- _EXERCISE_
Tell me how many lines in the entries below contain the word "Thám"; reply with the number and nothing else.

(Stored items)
▽
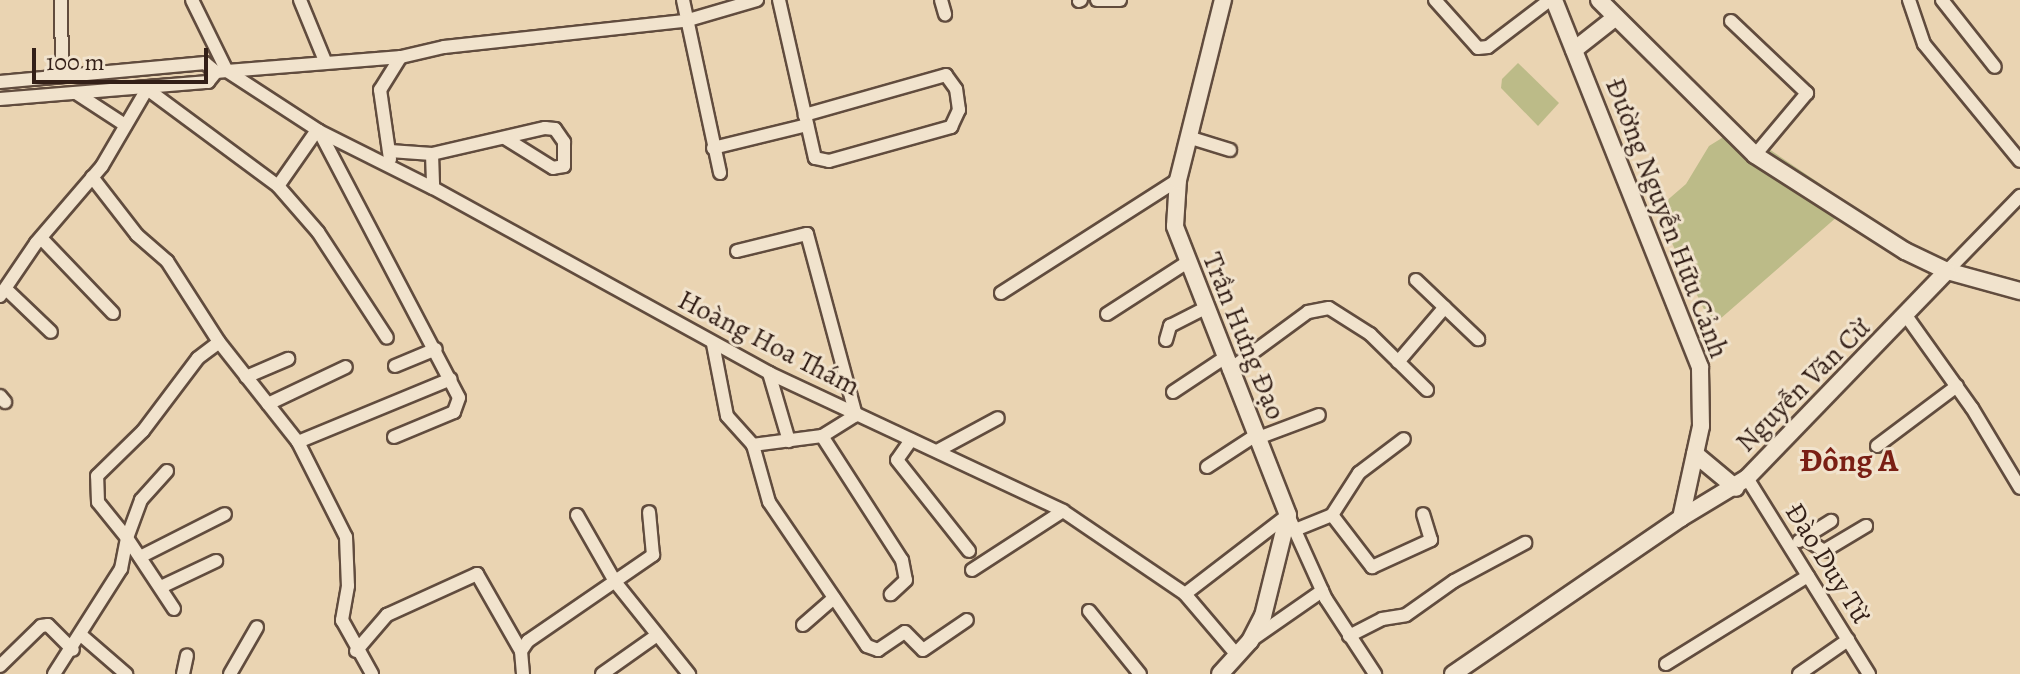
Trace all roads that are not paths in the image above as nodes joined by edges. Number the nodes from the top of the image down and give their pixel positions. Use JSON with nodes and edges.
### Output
{"nodes":[{"id":1,"x":61,"y":0,"type":"edge"},
{"id":2,"x":192,"y":0,"type":"edge"},
{"id":3,"x":300,"y":0,"type":"edge"},
{"id":4,"x":683,"y":0,"type":"edge"},
{"id":5,"x":757,"y":0,"type":"edge"},
{"id":6,"x":779,"y":0,"type":"edge"},
{"id":7,"x":941,"y":0,"type":"edge"},
{"id":8,"x":1097,"y":0,"type":"edge"},
{"id":9,"x":1120,"y":0,"type":"edge"},
{"id":10,"x":1223,"y":0,"type":"edge"},
{"id":11,"x":1435,"y":0,"type":"edge"},
{"id":12,"x":1552,"y":0,"type":"edge"},
{"id":13,"x":1599,"y":0,"type":"edge"},
{"id":14,"x":1909,"y":0,"type":"edge"},
{"id":15,"x":1942,"y":0,"type":"edge"},
{"id":16,"x":945,"y":14,"type":"dead end"},
{"id":17,"x":1616,"y":17,"type":"junction"},
{"id":18,"x":685,"y":21,"type":"junction"},
{"id":19,"x":1731,"y":21,"type":"dead end"},
{"id":20,"x":1574,"y":50,"type":"junction"},
{"id":21,"x":401,"y":57,"type":"junction"},
{"id":22,"x":325,"y":61,"type":"junction"},
{"id":23,"x":264,"y":66,"type":"junction"},
{"id":24,"x":1995,"y":67,"type":"dead end"},
{"id":25,"x":222,"y":72,"type":"junction"},
{"id":26,"x":62,"y":76,"type":"junction"},
{"id":27,"x":0,"y":82,"type":"edge"},
{"id":28,"x":147,"y":89,"type":"junction"},
{"id":29,"x":261,"y":91,"type":"junction"},
{"id":30,"x":76,"y":93,"type":"junction"},
{"id":31,"x":0,"y":99,"type":"edge"},
{"id":32,"x":806,"y":120,"type":"junction"},
{"id":33,"x":125,"y":125,"type":"junction"},
{"id":34,"x":318,"y":130,"type":"junction"},
{"id":35,"x":1188,"y":137,"type":"junction"},
{"id":36,"x":505,"y":138,"type":"junction"},
{"id":37,"x":713,"y":148,"type":"junction"},
{"id":38,"x":1230,"y":150,"type":"dead end"},
{"id":39,"x":390,"y":151,"type":"junction"},
{"id":40,"x":432,"y":154,"type":"junction"},
{"id":41,"x":1755,"y":155,"type":"junction"},
{"id":42,"x":2020,"y":161,"type":"edge"},
{"id":43,"x":391,"y":166,"type":"junction"},
{"id":44,"x":720,"y":173,"type":"dead end"},
{"id":45,"x":92,"y":177,"type":"junction"},
{"id":46,"x":1178,"y":180,"type":"junction"},
{"id":47,"x":278,"y":186,"type":"junction"},
{"id":48,"x":433,"y":188,"type":"junction"},
{"id":49,"x":2020,"y":196,"type":"edge"},
{"id":50,"x":41,"y":238,"type":"junction"},
{"id":51,"x":737,"y":251,"type":"dead end"},
{"id":52,"x":1186,"y":263,"type":"junction"},
{"id":53,"x":1947,"y":271,"type":"junction"},
{"id":54,"x":1416,"y":280,"type":"dead end"},
{"id":55,"x":2020,"y":291,"type":"edge"},
{"id":56,"x":3,"y":292,"type":"edge"},
{"id":57,"x":1001,"y":293,"type":"dead end"},
{"id":58,"x":1445,"y":307,"type":"junction"},
{"id":59,"x":1204,"y":309,"type":"junction"},
{"id":60,"x":113,"y":313,"type":"dead end"},
{"id":61,"x":1107,"y":314,"type":"dead end"},
{"id":62,"x":1907,"y":317,"type":"junction"},
{"id":63,"x":51,"y":332,"type":"dead end"},
{"id":64,"x":387,"y":338,"type":"dead end"},
{"id":65,"x":1478,"y":339,"type":"dead end"},
{"id":66,"x":1166,"y":340,"type":"dead end"},
{"id":67,"x":219,"y":342,"type":"junction"},
{"id":68,"x":713,"y":344,"type":"junction"},
{"id":69,"x":436,"y":349,"type":"junction"},
{"id":70,"x":288,"y":359,"type":"dead end"},
{"id":71,"x":1398,"y":362,"type":"junction"},
{"id":72,"x":1227,"y":364,"type":"junction"},
{"id":73,"x":395,"y":366,"type":"dead end"},
{"id":74,"x":346,"y":367,"type":"dead end"},
{"id":75,"x":769,"y":373,"type":"junction"},
{"id":76,"x":246,"y":377,"type":"junction"},
{"id":77,"x":451,"y":379,"type":"junction"},
{"id":78,"x":1957,"y":386,"type":"junction"},
{"id":79,"x":1427,"y":390,"type":"dead end"},
{"id":80,"x":1173,"y":392,"type":"dead end"},
{"id":81,"x":268,"y":404,"type":"junction"},
{"id":82,"x":856,"y":415,"type":"junction"},
{"id":83,"x":1319,"y":415,"type":"dead end"},
{"id":84,"x":998,"y":418,"type":"dead end"},
{"id":85,"x":822,"y":436,"type":"junction"},
{"id":86,"x":1257,"y":436,"type":"junction"},
{"id":87,"x":394,"y":437,"type":"dead end"},
{"id":88,"x":1404,"y":439,"type":"dead end"},
{"id":89,"x":911,"y":440,"type":"junction"},
{"id":90,"x":789,"y":441,"type":"junction"},
{"id":91,"x":298,"y":442,"type":"junction"},
{"id":92,"x":753,"y":445,"type":"junction"},
{"id":93,"x":1877,"y":446,"type":"dead end"},
{"id":94,"x":937,"y":451,"type":"junction"},
{"id":95,"x":1695,"y":454,"type":"junction"},
{"id":96,"x":1207,"y":467,"type":"dead end"},
{"id":97,"x":167,"y":471,"type":"dead end"},
{"id":98,"x":1741,"y":483,"type":"junction"},
{"id":99,"x":2020,"y":488,"type":"edge"},
{"id":100,"x":1063,"y":511,"type":"junction"},
{"id":101,"x":649,"y":512,"type":"dead end"},
{"id":102,"x":225,"y":514,"type":"dead end"},
{"id":103,"x":1423,"y":514,"type":"dead end"},
{"id":104,"x":577,"y":515,"type":"dead end"},
{"id":105,"x":1332,"y":515,"type":"junction"},
{"id":106,"x":1681,"y":518,"type":"junction"},
{"id":107,"x":1831,"y":521,"type":"dead end"},
{"id":108,"x":1291,"y":522,"type":"junction"},
{"id":109,"x":1866,"y":526,"type":"dead end"},
{"id":110,"x":127,"y":538,"type":"junction"},
{"id":111,"x":1804,"y":538,"type":"junction"},
{"id":112,"x":1525,"y":543,"type":"dead end"},
{"id":113,"x":1790,"y":547,"type":"junction"},
{"id":114,"x":969,"y":551,"type":"dead end"},
{"id":115,"x":140,"y":557,"type":"junction"},
{"id":116,"x":216,"y":561,"type":"dead end"},
{"id":117,"x":972,"y":570,"type":"dead end"},
{"id":118,"x":1808,"y":576,"type":"junction"},
{"id":119,"x":616,"y":583,"type":"junction"},
{"id":120,"x":161,"y":587,"type":"junction"},
{"id":121,"x":1322,"y":591,"type":"junction"},
{"id":122,"x":891,"y":594,"type":"dead end"},
{"id":123,"x":1185,"y":594,"type":"junction"},
{"id":124,"x":834,"y":598,"type":"junction"},
{"id":125,"x":174,"y":609,"type":"dead end"},
{"id":126,"x":1089,"y":611,"type":"dead end"},
{"id":127,"x":967,"y":620,"type":"dead end"},
{"id":128,"x":803,"y":625,"type":"dead end"},
{"id":129,"x":257,"y":627,"type":"dead end"},
{"id":130,"x":81,"y":635,"type":"junction"},
{"id":131,"x":657,"y":635,"type":"junction"},
{"id":132,"x":1349,"y":636,"type":"junction"},
{"id":133,"x":1848,"y":640,"type":"junction"},
{"id":134,"x":1250,"y":641,"type":"junction"},
{"id":135,"x":73,"y":650,"type":"junction"},
{"id":136,"x":356,"y":651,"type":"junction"},
{"id":137,"x":521,"y":651,"type":"junction"},
{"id":138,"x":187,"y":655,"type":"dead end"},
{"id":139,"x":1237,"y":655,"type":"junction"},
{"id":140,"x":1666,"y":664,"type":"dead end"},
{"id":141,"x":0,"y":666,"type":"edge"},
{"id":142,"x":54,"y":674,"type":"edge"},
{"id":143,"x":126,"y":674,"type":"edge"},
{"id":144,"x":183,"y":674,"type":"edge"},
{"id":145,"x":230,"y":674,"type":"edge"},
{"id":146,"x":372,"y":674,"type":"edge"},
{"id":147,"x":523,"y":674,"type":"edge"},
{"id":148,"x":602,"y":674,"type":"edge"},
{"id":149,"x":689,"y":674,"type":"edge"},
{"id":150,"x":1140,"y":674,"type":"edge"},
{"id":151,"x":1220,"y":674,"type":"edge"},
{"id":152,"x":1375,"y":674,"type":"edge"},
{"id":153,"x":1453,"y":674,"type":"edge"},
{"id":154,"x":1799,"y":674,"type":"edge"},
{"id":155,"x":1869,"y":674,"type":"edge"}],
"edges":[{"from":1,"to":26,"type":"street"},
{"from":2,"to":25,"type":"street"},
{"from":3,"to":22,"type":"street"},
{"from":4,"to":18,"type":"street"},
{"from":5,"to":18,"type":"street"},
{"from":6,"to":32,"type":"street"},
{"from":7,"to":16,"type":"street"},
{"from":8,"to":9,"type":"street"},
{"from":10,"to":35,"type":"street","name":"Trần Hưng Đạo"},
{"from":11,"to":12,"type":"street"},
{"from":12,"to":20,"type":"street","name":"Đường Nguyễn Hữu Cảnh"},
{"from":13,"to":17,"type":"street"},
{"from":14,"to":42,"type":"street"},
{"from":15,"to":24,"type":"street"},
{"from":17,"to":20,"type":"street"},
{"from":17,"to":41,"type":"street"},
{"from":18,"to":21,"type":"street"},
{"from":18,"to":37,"type":"street"},
{"from":19,"to":41,"type":"street"},
{"from":20,"to":95,"type":"street","name":"Đường Nguyễn Hữu Cảnh"},
{"from":21,"to":22,"type":"street"},
{"from":21,"to":39,"type":"street"},
{"from":22,"to":23,"type":"street"},
{"from":23,"to":25,"type":"street"},
{"from":23,"to":29,"type":"street"},
{"from":25,"to":26,"type":"street"},
{"from":25,"to":28,"type":"street"},
{"from":25,"to":29,"type":"street","name":"Hoàng Hoa Thám"},
{"from":26,"to":27,"type":"street"},
{"from":28,"to":30,"type":"street"},
{"from":28,"to":33,"type":"street"},
{"from":28,"to":47,"type":"street"},
{"from":29,"to":34,"type":"street","name":"Hoàng Hoa Thám"},
{"from":30,"to":31,"type":"street"},
{"from":30,"to":33,"type":"street"},
{"from":32,"to":32,"type":"street"},
{"from":32,"to":37,"type":"street"},
{"from":33,"to":45,"type":"street"},
{"from":34,"to":43,"type":"street","name":"Hoàng Hoa Thám"},
{"from":34,"to":47,"type":"street"},
{"from":34,"to":69,"type":"street"},
{"from":35,"to":38,"type":"street"},
{"from":35,"to":46,"type":"street","name":"Trần Hưng Đạo"},
{"from":36,"to":36,"type":"street"},
{"from":36,"to":40,"type":"street"},
{"from":37,"to":44,"type":"street"},
{"from":39,"to":40,"type":"street"},
{"from":39,"to":43,"type":"street"},
{"from":40,"to":48,"type":"street"},
{"from":41,"to":53,"type":"street"},
{"from":43,"to":48,"type":"street","name":"Hoàng Hoa Thám"},
{"from":45,"to":50,"type":"street"},
{"from":45,"to":67,"type":"street"},
{"from":46,"to":52,"type":"street","name":"Trần Hưng Đạo"},
{"from":46,"to":57,"type":"street"},
{"from":47,"to":64,"type":"street"},
{"from":48,"to":68,"type":"street","name":"Hoàng Hoa Thám"},
{"from":49,"to":53,"type":"street"},
{"from":50,"to":56,"type":"street"},
{"from":50,"to":60,"type":"street"},
{"from":51,"to":82,"type":"street"},
{"from":52,"to":59,"type":"street","name":"Trần Hưng Đạo"},
{"from":52,"to":61,"type":"street"},
{"from":53,"to":55,"type":"street"},
{"from":53,"to":62,"type":"street","name":"Nguyễn Văn Cừ"},
{"from":54,"to":58,"type":"street"},
{"from":56,"to":63,"type":"street"},
{"from":58,"to":65,"type":"street"},
{"from":58,"to":71,"type":"street"},
{"from":59,"to":66,"type":"street"},
{"from":59,"to":72,"type":"street","name":"Trần Hưng Đạo"},
{"from":62,"to":78,"type":"street"},
{"from":62,"to":98,"type":"street","name":"Nguyễn Văn Cừ"},
{"from":67,"to":76,"type":"street"},
{"from":67,"to":110,"type":"street"},
{"from":68,"to":75,"type":"street","name":"Hoàng Hoa Thám"},
{"from":68,"to":92,"type":"street"},
{"from":69,"to":73,"type":"street"},
{"from":69,"to":77,"type":"street"},
{"from":70,"to":76,"type":"street"},
{"from":71,"to":72,"type":"street"},
{"from":71,"to":79,"type":"street"},
{"from":72,"to":80,"type":"street"},
{"from":72,"to":86,"type":"street","name":"Trần Hưng Đạo"},
{"from":74,"to":81,"type":"street"},
{"from":75,"to":82,"type":"street","name":"Hoàng Hoa Thám"},
{"from":75,"to":90,"type":"street"},
{"from":76,"to":81,"type":"street"},
{"from":77,"to":87,"type":"street"},
{"from":77,"to":91,"type":"street"},
{"from":78,"to":93,"type":"street"},
{"from":78,"to":99,"type":"street"},
{"from":81,"to":91,"type":"street"},
{"from":82,"to":85,"type":"street"},
{"from":82,"to":89,"type":"street","name":"Hoàng Hoa Thám"},
{"from":83,"to":86,"type":"street"},
{"from":84,"to":94,"type":"street"},
{"from":85,"to":90,"type":"street"},
{"from":85,"to":122,"type":"street"},
{"from":86,"to":96,"type":"street"},
{"from":86,"to":108,"type":"street","name":"Trần Hưng Đạo"},
{"from":88,"to":105,"type":"street"},
{"from":89,"to":94,"type":"street","name":"Hoàng Hoa Thám"},
{"from":89,"to":114,"type":"street"},
{"from":90,"to":92,"type":"street"},
{"from":91,"to":136,"type":"street"},
{"from":92,"to":124,"type":"street"},
{"from":94,"to":100,"type":"street","name":"Hoàng Hoa Thám"},
{"from":95,"to":98,"type":"street"},
{"from":95,"to":106,"type":"street","name":"Đường Nguyễn Hữu Cảnh"},
{"from":97,"to":110,"type":"street"},
{"from":98,"to":106,"type":"street","name":"Nguyễn Văn Cừ"},
{"from":98,"to":113,"type":"street","name":"Đào Duy Từ"},
{"from":100,"to":117,"type":"street"},
{"from":100,"to":123,"type":"street","name":"Hoàng Hoa Thám"},
{"from":101,"to":119,"type":"street"},
{"from":102,"to":115,"type":"street"},
{"from":103,"to":105,"type":"street"},
{"from":104,"to":119,"type":"street"},
{"from":105,"to":108,"type":"street"},
{"from":106,"to":153,"type":"street"},
{"from":107,"to":111,"type":"street"},
{"from":108,"to":121,"type":"street"},
{"from":108,"to":123,"type":"street"},
{"from":108,"to":134,"type":"street"},
{"from":109,"to":111,"type":"street"},
{"from":110,"to":115,"type":"street"},
{"from":110,"to":130,"type":"street"},
{"from":111,"to":113,"type":"street"},
{"from":112,"to":132,"type":"street"},
{"from":113,"to":118,"type":"street","name":"Đào Duy Từ"},
{"from":115,"to":120,"type":"street"},
{"from":116,"to":120,"type":"street"},
{"from":118,"to":133,"type":"street","name":"Đào Duy Từ"},
{"from":118,"to":140,"type":"street"},
{"from":119,"to":131,"type":"street"},
{"from":119,"to":137,"type":"street"},
{"from":120,"to":125,"type":"street"},
{"from":121,"to":132,"type":"street"},
{"from":121,"to":134,"type":"street"},
{"from":123,"to":139,"type":"street","name":"Hoàng Hoa Thám"},
{"from":124,"to":127,"type":"street"},
{"from":124,"to":128,"type":"street"},
{"from":126,"to":150,"type":"street"},
{"from":129,"to":145,"type":"street"},
{"from":130,"to":135,"type":"street"},
{"from":130,"to":143,"type":"street"},
{"from":131,"to":148,"type":"street"},
{"from":131,"to":149,"type":"street"},
{"from":132,"to":152,"type":"street"},
{"from":133,"to":154,"type":"street"},
{"from":133,"to":155,"type":"street","name":"Đào Duy Từ"},
{"from":134,"to":139,"type":"street"},
{"from":135,"to":141,"type":"street"},
{"from":135,"to":142,"type":"street"},
{"from":136,"to":137,"type":"street"},
{"from":136,"to":146,"type":"street"},
{"from":137,"to":147,"type":"street"},
{"from":138,"to":144,"type":"street"},
{"from":139,"to":151,"type":"street"}]}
△
- _EXERCISE RESULT_
12